• Prompt:
Pull every line that holds the word "Answer" from the entries.

• Supplied material:

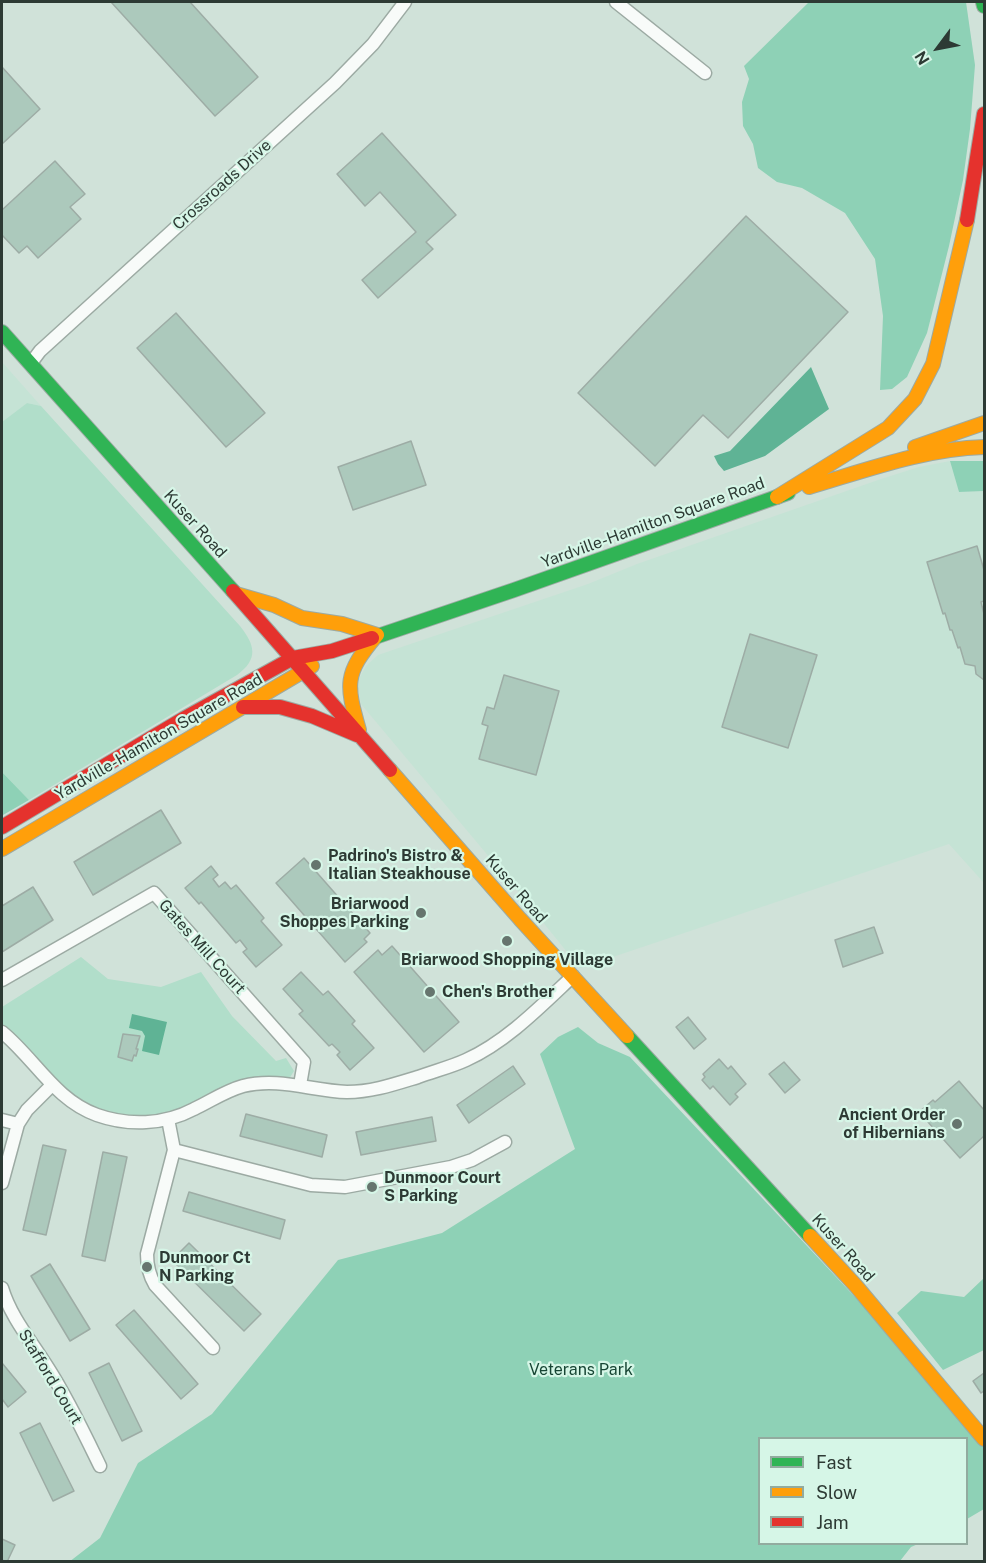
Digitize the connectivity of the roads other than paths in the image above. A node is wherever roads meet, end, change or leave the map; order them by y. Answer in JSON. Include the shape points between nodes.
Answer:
{"nodes":[{"id":1,"x":405,"y":2,"type":"edge"},
{"id":2,"x":616,"y":2,"type":"edge"},
{"id":3,"x":983,"y":2,"type":"edge"},
{"id":4,"x":984,"y":6,"type":"edge"},
{"id":5,"x":705,"y":73,"type":"dead end"},
{"id":6,"x":984,"y":114,"type":"edge"},
{"id":7,"x":2,"y":332,"type":"edge"},
{"id":8,"x":31,"y":363,"type":"junction"},
{"id":9,"x":984,"y":423,"type":"edge"},
{"id":10,"x":984,"y":447,"type":"edge"},
{"id":11,"x":781,"y":495,"type":"junction"},
{"id":12,"x":236,"y":594,"type":"junction"},
{"id":13,"x":377,"y":635,"type":"junction"},
{"id":14,"x":332,"y":651,"type":"junction"},
{"id":15,"x":293,"y":658,"type":"junction"},
{"id":16,"x":305,"y":672,"type":"junction"},
{"id":17,"x":241,"y":707,"type":"junction"},
{"id":18,"x":362,"y":737,"type":"junction"},
{"id":19,"x":2,"y":827,"type":"edge"},
{"id":20,"x":2,"y":849,"type":"edge"},
{"id":21,"x":573,"y":976,"type":"junction"},
{"id":22,"x":2,"y":980,"type":"edge"},
{"id":23,"x":2,"y":1032,"type":"edge"},
{"id":24,"x":52,"y":1085,"type":"junction"},
{"id":25,"x":300,"y":1085,"type":"junction"},
{"id":26,"x":168,"y":1119,"type":"junction"},
{"id":27,"x":2,"y":1120,"type":"edge"},
{"id":28,"x":18,"y":1124,"type":"junction"},
{"id":29,"x":505,"y":1142,"type":"dead end"},
{"id":30,"x":174,"y":1150,"type":"junction"},
{"id":31,"x":2,"y":1183,"type":"edge"},
{"id":32,"x":2,"y":1288,"type":"edge"},
{"id":33,"x":213,"y":1348,"type":"dead end"},
{"id":34,"x":984,"y":1439,"type":"edge"},
{"id":35,"x":100,"y":1466,"type":"dead end"}],
"edges":[{"from":1,"to":8,"type":"street","name":"Crossroads Drive","via":[[373,44],[335,83]]},
{"from":2,"to":5,"type":"street"},
{"from":3,"to":4,"type":"main road"},
{"from":6,"to":11,"type":"main road","via":[[966,225],[933,364],[923,388],[904,415],[888,428]]},
{"from":7,"to":8,"type":"main road","name":"Kuser Road"},
{"from":8,"to":12,"type":"main road","name":"Kuser Road"},
{"from":9,"to":11,"type":"main road","name":"Yardville-Hamilton Square Road"},
{"from":10,"to":11,"type":"main road","via":[[915,455]]},
{"from":11,"to":13,"type":"main road","name":"Yardville-Hamilton Square Road"},
{"from":12,"to":13,"type":"main road","via":[[302,618]]},
{"from":12,"to":15,"type":"main road","name":"Kuser Road"},
{"from":13,"to":14,"type":"main road","name":"Yardville-Hamilton Square Road"},
{"from":13,"to":18,"type":"main road","via":[[348,677],[350,700]]},
{"from":14,"to":15,"type":"main road","name":"Yardville-Hamilton Square Road"},
{"from":14,"to":16,"type":"main road","name":"Yardville-Hamilton Square Road"},
{"from":15,"to":16,"type":"main road","name":"Kuser Road"},
{"from":15,"to":19,"type":"main road","name":"Yardville-Hamilton Square Road"},
{"from":16,"to":17,"type":"main road","name":"Yardville-Hamilton Square Road"},
{"from":16,"to":18,"type":"main road","name":"Kuser Road"},
{"from":17,"to":18,"type":"main road","via":[[280,707]]},
{"from":17,"to":20,"type":"main road","name":"Yardville-Hamilton Square Road"},
{"from":18,"to":21,"type":"main road","name":"Kuser Road"},
{"from":21,"to":25,"type":"street","via":[[502,1038],[465,1061],[367,1090],[347,1092]]},
{"from":21,"to":34,"type":"main road","name":"Kuser Road","via":[[857,1287]]},
{"from":22,"to":25,"type":"street","name":"Gates Mill Court","via":[[154,893],[304,1062]]},
{"from":23,"to":24,"type":"street"},
{"from":24,"to":26,"type":"street","via":[[78,1106],[114,1120]]},
{"from":24,"to":28,"type":"street"},
{"from":25,"to":26,"type":"street","via":[[278,1082],[243,1086]]},
{"from":26,"to":30,"type":"street"},
{"from":27,"to":28,"type":"street"},
{"from":28,"to":31,"type":"street"},
{"from":29,"to":30,"type":"street","via":[[452,1167],[345,1187],[311,1185]]},
{"from":30,"to":33,"type":"street","via":[[147,1264],[155,1285]]},
{"from":32,"to":35,"type":"street","name":"Stafford Court","via":[[15,1318],[48,1367]]}]}
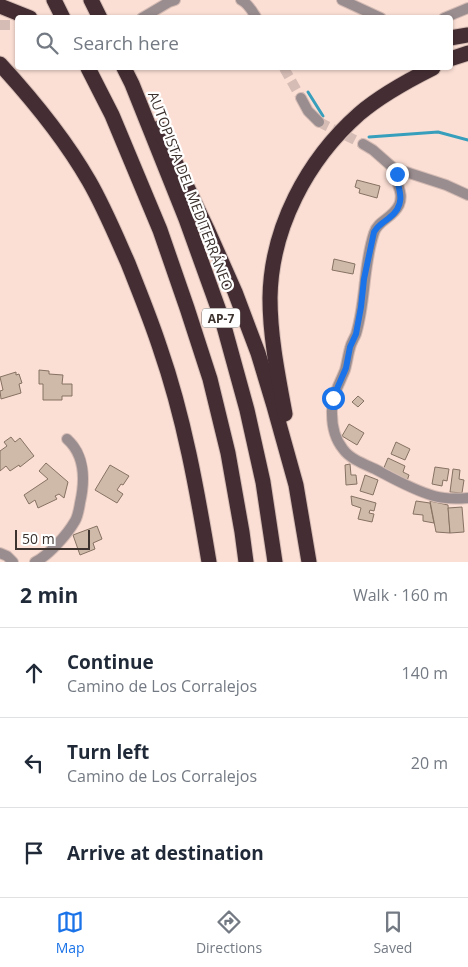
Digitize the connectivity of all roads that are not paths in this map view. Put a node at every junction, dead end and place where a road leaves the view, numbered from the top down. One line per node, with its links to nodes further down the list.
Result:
1 (54, 0): 9 (highway)
2 (91, 0): 10 (highway)
3 (175, 0): 11 (street)
4 (241, 0): 12 (street)
5 (342, 0): 13 (street)
6 (0, 6): 8 (highway)
7 (468, 8): 14 (street)
8 (22, 15)
9 (62, 15)
10 (98, 15)
11 (147, 15)
12 (254, 15)
13 (374, 15)
14 (451, 15)
15 (468, 35): 16 (highway)
16 (453, 38)
17 (468, 52): 18 (highway)
18 (453, 58)
19 (0, 64): 35 (highway)
20 (89, 70): 36 (highway, AP-7)
21 (125, 70): 23 (highway, AUTOPISTA DEL MEDITERRÁNEO / AP-7)
22 (429, 70): 30 (highway)
23 (132, 84): 30 (highway); 37 (highway, AUTOPISTA DEL MEDITERRÁNEO / AP-7)
24 (301, 98): 25 (street)
25 (319, 122)
26 (363, 144): 27 (street)
27 (398, 172): 28 (street); 31 (street)
28 (468, 195)
29 (66, 439): 34 (street)
30 (296, 485): 38 (highway)
31 (468, 498)
32 (0, 552): 33 (street)
33 (13, 562)
34 (34, 562)
35 (209, 562)
36 (246, 562)
37 (275, 562)
38 (309, 562)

• Output for this task:
Digitize the connectivity of the roads other than paths in the image above. A node is wherever roads meet, end, change or leave the map; order them by y. Answer in JSON. Include the shape points between nodes.
Answer:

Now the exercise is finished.